* [WHAT YOU HAVE TO DO]: Write the data below out again, unchanged.

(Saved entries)
════════════════
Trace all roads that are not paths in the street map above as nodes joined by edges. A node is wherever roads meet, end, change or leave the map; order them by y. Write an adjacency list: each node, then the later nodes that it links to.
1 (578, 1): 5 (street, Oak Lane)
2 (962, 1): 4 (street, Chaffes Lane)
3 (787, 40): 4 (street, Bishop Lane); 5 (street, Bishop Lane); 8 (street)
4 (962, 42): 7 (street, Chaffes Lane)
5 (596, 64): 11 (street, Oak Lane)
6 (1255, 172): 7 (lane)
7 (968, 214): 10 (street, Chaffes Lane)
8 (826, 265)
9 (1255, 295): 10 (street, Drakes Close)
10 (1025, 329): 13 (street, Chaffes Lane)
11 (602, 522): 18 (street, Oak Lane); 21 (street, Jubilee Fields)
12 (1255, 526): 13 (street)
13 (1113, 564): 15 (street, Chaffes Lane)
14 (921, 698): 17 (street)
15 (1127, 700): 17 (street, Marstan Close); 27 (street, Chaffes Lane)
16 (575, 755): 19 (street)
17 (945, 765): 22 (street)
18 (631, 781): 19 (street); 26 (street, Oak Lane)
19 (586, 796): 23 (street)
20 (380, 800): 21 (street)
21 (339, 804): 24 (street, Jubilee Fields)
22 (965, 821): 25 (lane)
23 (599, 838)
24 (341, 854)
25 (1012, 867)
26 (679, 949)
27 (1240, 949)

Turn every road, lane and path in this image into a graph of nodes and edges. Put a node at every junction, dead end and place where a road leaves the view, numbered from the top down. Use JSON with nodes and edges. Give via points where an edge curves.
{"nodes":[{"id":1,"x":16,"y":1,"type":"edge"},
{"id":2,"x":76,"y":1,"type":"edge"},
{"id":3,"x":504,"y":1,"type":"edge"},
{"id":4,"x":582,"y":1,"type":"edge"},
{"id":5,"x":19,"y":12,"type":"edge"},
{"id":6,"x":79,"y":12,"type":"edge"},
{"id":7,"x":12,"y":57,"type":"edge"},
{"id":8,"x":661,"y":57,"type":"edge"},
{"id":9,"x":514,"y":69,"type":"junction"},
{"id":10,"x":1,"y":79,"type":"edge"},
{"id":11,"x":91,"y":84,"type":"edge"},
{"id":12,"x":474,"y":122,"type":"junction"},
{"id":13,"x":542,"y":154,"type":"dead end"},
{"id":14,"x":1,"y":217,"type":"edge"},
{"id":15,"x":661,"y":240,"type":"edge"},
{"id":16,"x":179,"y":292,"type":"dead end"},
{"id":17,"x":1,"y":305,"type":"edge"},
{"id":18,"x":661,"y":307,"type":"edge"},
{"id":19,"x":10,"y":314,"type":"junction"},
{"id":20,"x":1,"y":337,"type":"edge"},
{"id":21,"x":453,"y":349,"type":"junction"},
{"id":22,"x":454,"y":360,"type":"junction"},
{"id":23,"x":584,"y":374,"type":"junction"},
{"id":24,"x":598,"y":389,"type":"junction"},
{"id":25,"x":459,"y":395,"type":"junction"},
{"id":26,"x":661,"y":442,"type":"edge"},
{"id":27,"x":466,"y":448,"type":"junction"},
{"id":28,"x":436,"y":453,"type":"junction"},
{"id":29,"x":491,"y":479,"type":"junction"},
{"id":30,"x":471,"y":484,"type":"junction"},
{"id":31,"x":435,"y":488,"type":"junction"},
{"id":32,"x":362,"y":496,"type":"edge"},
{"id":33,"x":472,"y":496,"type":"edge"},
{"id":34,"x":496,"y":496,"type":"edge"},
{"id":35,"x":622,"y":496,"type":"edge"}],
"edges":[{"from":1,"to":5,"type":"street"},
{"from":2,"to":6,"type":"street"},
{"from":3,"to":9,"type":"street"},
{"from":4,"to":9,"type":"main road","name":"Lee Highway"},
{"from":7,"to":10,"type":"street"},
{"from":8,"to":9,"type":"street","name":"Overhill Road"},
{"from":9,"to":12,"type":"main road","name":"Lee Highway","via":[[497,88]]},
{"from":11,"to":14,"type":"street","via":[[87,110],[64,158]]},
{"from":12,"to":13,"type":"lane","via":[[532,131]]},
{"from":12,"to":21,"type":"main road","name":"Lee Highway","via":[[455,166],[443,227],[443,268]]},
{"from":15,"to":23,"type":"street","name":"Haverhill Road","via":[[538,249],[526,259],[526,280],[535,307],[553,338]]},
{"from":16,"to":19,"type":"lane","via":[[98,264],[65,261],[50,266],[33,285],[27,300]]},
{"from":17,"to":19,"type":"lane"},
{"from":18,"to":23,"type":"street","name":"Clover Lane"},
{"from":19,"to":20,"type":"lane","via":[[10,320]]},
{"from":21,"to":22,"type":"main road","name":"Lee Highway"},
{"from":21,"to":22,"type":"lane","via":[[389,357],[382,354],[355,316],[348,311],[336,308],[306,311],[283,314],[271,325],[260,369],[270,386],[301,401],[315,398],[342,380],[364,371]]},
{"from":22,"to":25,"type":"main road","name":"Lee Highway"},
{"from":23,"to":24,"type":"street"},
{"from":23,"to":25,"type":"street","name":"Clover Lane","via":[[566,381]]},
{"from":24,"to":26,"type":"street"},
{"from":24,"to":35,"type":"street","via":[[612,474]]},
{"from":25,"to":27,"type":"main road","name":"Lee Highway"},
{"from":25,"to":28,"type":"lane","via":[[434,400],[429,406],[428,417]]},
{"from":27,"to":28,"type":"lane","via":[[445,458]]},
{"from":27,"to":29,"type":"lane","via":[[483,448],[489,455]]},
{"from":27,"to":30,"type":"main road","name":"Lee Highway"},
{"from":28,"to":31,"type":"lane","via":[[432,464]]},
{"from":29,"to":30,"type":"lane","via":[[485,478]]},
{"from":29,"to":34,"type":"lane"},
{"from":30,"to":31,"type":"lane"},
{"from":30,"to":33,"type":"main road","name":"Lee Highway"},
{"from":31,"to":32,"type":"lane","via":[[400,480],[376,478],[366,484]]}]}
════════════════
* [FINAL ANSWER]:
Trace all roads that are not paths in the street map above as nodes joined by edges. A node is wherever roads meet, end, change or leave the map; order them by y. Write an adjacency list: each node, then the later nodes that it links to.
1 (578, 1): 5 (street, Oak Lane)
2 (962, 1): 4 (street, Chaffes Lane)
3 (787, 40): 4 (street, Bishop Lane); 5 (street, Bishop Lane); 8 (street)
4 (962, 42): 7 (street, Chaffes Lane)
5 (596, 64): 11 (street, Oak Lane)
6 (1255, 172): 7 (lane)
7 (968, 214): 10 (street, Chaffes Lane)
8 (826, 265)
9 (1255, 295): 10 (street, Drakes Close)
10 (1025, 329): 13 (street, Chaffes Lane)
11 (602, 522): 18 (street, Oak Lane); 21 (street, Jubilee Fields)
12 (1255, 526): 13 (street)
13 (1113, 564): 15 (street, Chaffes Lane)
14 (921, 698): 17 (street)
15 (1127, 700): 17 (street, Marstan Close); 27 (street, Chaffes Lane)
16 (575, 755): 19 (street)
17 (945, 765): 22 (street)
18 (631, 781): 19 (street); 26 (street, Oak Lane)
19 (586, 796): 23 (street)
20 (380, 800): 21 (street)
21 (339, 804): 24 (street, Jubilee Fields)
22 (965, 821): 25 (lane)
23 (599, 838)
24 (341, 854)
25 (1012, 867)
26 (679, 949)
27 (1240, 949)

Turn every road, lane and path in this image into a graph of nodes and edges. Put a node at every junction, dead end and place where a road leaves the view, numbered from the top down. Use JSON with nodes and edges. Give via points where an edge curves.
{"nodes":[{"id":1,"x":16,"y":1,"type":"edge"},
{"id":2,"x":76,"y":1,"type":"edge"},
{"id":3,"x":504,"y":1,"type":"edge"},
{"id":4,"x":582,"y":1,"type":"edge"},
{"id":5,"x":19,"y":12,"type":"edge"},
{"id":6,"x":79,"y":12,"type":"edge"},
{"id":7,"x":12,"y":57,"type":"edge"},
{"id":8,"x":661,"y":57,"type":"edge"},
{"id":9,"x":514,"y":69,"type":"junction"},
{"id":10,"x":1,"y":79,"type":"edge"},
{"id":11,"x":91,"y":84,"type":"edge"},
{"id":12,"x":474,"y":122,"type":"junction"},
{"id":13,"x":542,"y":154,"type":"dead end"},
{"id":14,"x":1,"y":217,"type":"edge"},
{"id":15,"x":661,"y":240,"type":"edge"},
{"id":16,"x":179,"y":292,"type":"dead end"},
{"id":17,"x":1,"y":305,"type":"edge"},
{"id":18,"x":661,"y":307,"type":"edge"},
{"id":19,"x":10,"y":314,"type":"junction"},
{"id":20,"x":1,"y":337,"type":"edge"},
{"id":21,"x":453,"y":349,"type":"junction"},
{"id":22,"x":454,"y":360,"type":"junction"},
{"id":23,"x":584,"y":374,"type":"junction"},
{"id":24,"x":598,"y":389,"type":"junction"},
{"id":25,"x":459,"y":395,"type":"junction"},
{"id":26,"x":661,"y":442,"type":"edge"},
{"id":27,"x":466,"y":448,"type":"junction"},
{"id":28,"x":436,"y":453,"type":"junction"},
{"id":29,"x":491,"y":479,"type":"junction"},
{"id":30,"x":471,"y":484,"type":"junction"},
{"id":31,"x":435,"y":488,"type":"junction"},
{"id":32,"x":362,"y":496,"type":"edge"},
{"id":33,"x":472,"y":496,"type":"edge"},
{"id":34,"x":496,"y":496,"type":"edge"},
{"id":35,"x":622,"y":496,"type":"edge"}],
"edges":[{"from":1,"to":5,"type":"street"},
{"from":2,"to":6,"type":"street"},
{"from":3,"to":9,"type":"street"},
{"from":4,"to":9,"type":"main road","name":"Lee Highway"},
{"from":7,"to":10,"type":"street"},
{"from":8,"to":9,"type":"street","name":"Overhill Road"},
{"from":9,"to":12,"type":"main road","name":"Lee Highway","via":[[497,88]]},
{"from":11,"to":14,"type":"street","via":[[87,110],[64,158]]},
{"from":12,"to":13,"type":"lane","via":[[532,131]]},
{"from":12,"to":21,"type":"main road","name":"Lee Highway","via":[[455,166],[443,227],[443,268]]},
{"from":15,"to":23,"type":"street","name":"Haverhill Road","via":[[538,249],[526,259],[526,280],[535,307],[553,338]]},
{"from":16,"to":19,"type":"lane","via":[[98,264],[65,261],[50,266],[33,285],[27,300]]},
{"from":17,"to":19,"type":"lane"},
{"from":18,"to":23,"type":"street","name":"Clover Lane"},
{"from":19,"to":20,"type":"lane","via":[[10,320]]},
{"from":21,"to":22,"type":"main road","name":"Lee Highway"},
{"from":21,"to":22,"type":"lane","via":[[389,357],[382,354],[355,316],[348,311],[336,308],[306,311],[283,314],[271,325],[260,369],[270,386],[301,401],[315,398],[342,380],[364,371]]},
{"from":22,"to":25,"type":"main road","name":"Lee Highway"},
{"from":23,"to":24,"type":"street"},
{"from":23,"to":25,"type":"street","name":"Clover Lane","via":[[566,381]]},
{"from":24,"to":26,"type":"street"},
{"from":24,"to":35,"type":"street","via":[[612,474]]},
{"from":25,"to":27,"type":"main road","name":"Lee Highway"},
{"from":25,"to":28,"type":"lane","via":[[434,400],[429,406],[428,417]]},
{"from":27,"to":28,"type":"lane","via":[[445,458]]},
{"from":27,"to":29,"type":"lane","via":[[483,448],[489,455]]},
{"from":27,"to":30,"type":"main road","name":"Lee Highway"},
{"from":28,"to":31,"type":"lane","via":[[432,464]]},
{"from":29,"to":30,"type":"lane","via":[[485,478]]},
{"from":29,"to":34,"type":"lane"},
{"from":30,"to":31,"type":"lane"},
{"from":30,"to":33,"type":"main road","name":"Lee Highway"},
{"from":31,"to":32,"type":"lane","via":[[400,480],[376,478],[366,484]]}]}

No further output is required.